TASK DESCRIPTION: In the listing below, find each line holding "nodes" and copy it.

SOURCE RECORDS:
____________________
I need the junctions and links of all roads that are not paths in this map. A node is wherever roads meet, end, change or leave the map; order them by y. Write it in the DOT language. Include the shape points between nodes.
____________________
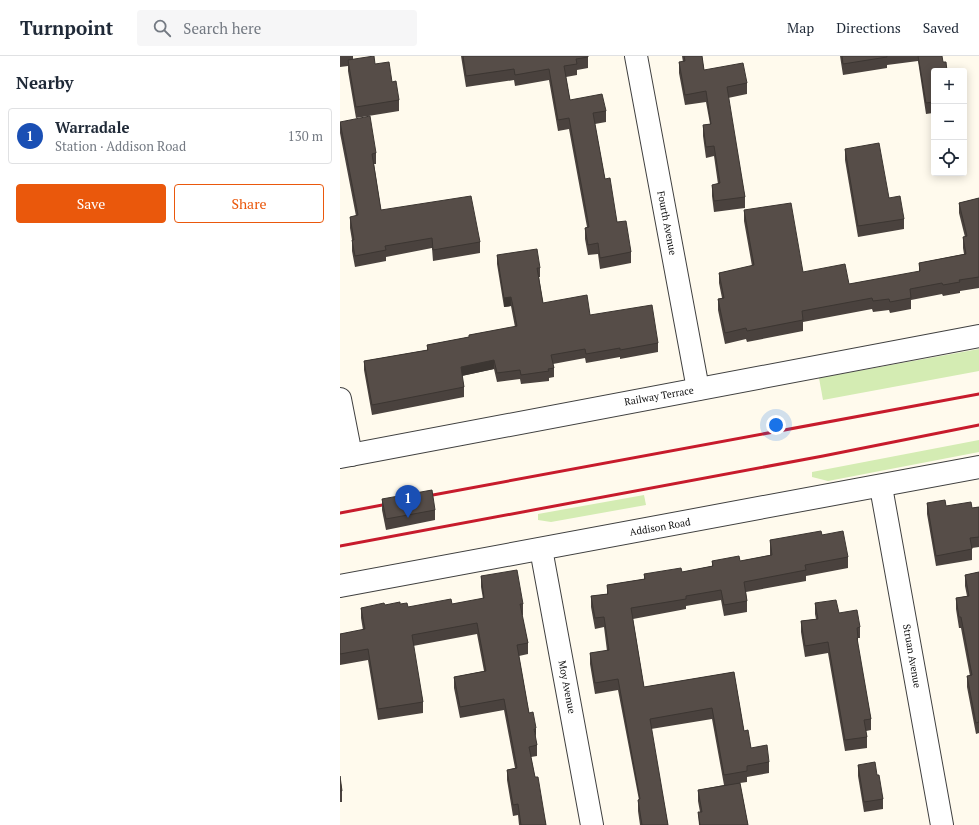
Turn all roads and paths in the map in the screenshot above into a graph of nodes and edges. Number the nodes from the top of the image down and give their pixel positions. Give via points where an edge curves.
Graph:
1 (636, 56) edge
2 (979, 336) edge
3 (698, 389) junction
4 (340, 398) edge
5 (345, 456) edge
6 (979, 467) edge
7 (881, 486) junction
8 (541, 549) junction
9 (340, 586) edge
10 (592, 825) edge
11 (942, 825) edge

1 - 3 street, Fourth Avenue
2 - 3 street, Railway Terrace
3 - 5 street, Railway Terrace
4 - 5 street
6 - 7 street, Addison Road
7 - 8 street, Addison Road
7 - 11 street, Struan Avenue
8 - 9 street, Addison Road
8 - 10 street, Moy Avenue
____________________
RESPONSE TO THIS TASK:
I need the junctions and links of all roads that are not paths in this map. A node is wherever roads meet, end, change or leave the map; order them by y. Write it in the DOT language. Include the shape points between nodes.
Turn all roads and paths in the map in the screenshot above into a graph of nodes and edges. Number the nodes from the top of the image down and give their pixel positions. Give via points where an edge curves.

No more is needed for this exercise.